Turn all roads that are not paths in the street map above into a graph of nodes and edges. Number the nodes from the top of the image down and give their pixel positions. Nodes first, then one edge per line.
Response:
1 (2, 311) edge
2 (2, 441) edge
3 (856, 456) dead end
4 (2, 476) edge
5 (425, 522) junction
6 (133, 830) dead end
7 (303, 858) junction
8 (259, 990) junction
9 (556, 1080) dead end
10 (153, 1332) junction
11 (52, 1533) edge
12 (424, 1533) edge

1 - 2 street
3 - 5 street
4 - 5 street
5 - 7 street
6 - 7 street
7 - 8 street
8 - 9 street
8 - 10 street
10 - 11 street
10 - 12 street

▸ **Goal of the exercise**
Each record above needs to be set down again, word for word.

▸ **Solution below**
Turn all roads that are not paths in the street map above into a graph of nodes and edges. Number the nodes from the top of the image down and give their pixel positions. Nodes first, then one edge per line.
Response:
1 (2, 311) edge
2 (2, 441) edge
3 (856, 456) dead end
4 (2, 476) edge
5 (425, 522) junction
6 (133, 830) dead end
7 (303, 858) junction
8 (259, 990) junction
9 (556, 1080) dead end
10 (153, 1332) junction
11 (52, 1533) edge
12 (424, 1533) edge

1 - 2 street
3 - 5 street
4 - 5 street
5 - 7 street
6 - 7 street
7 - 8 street
8 - 9 street
8 - 10 street
10 - 11 street
10 - 12 street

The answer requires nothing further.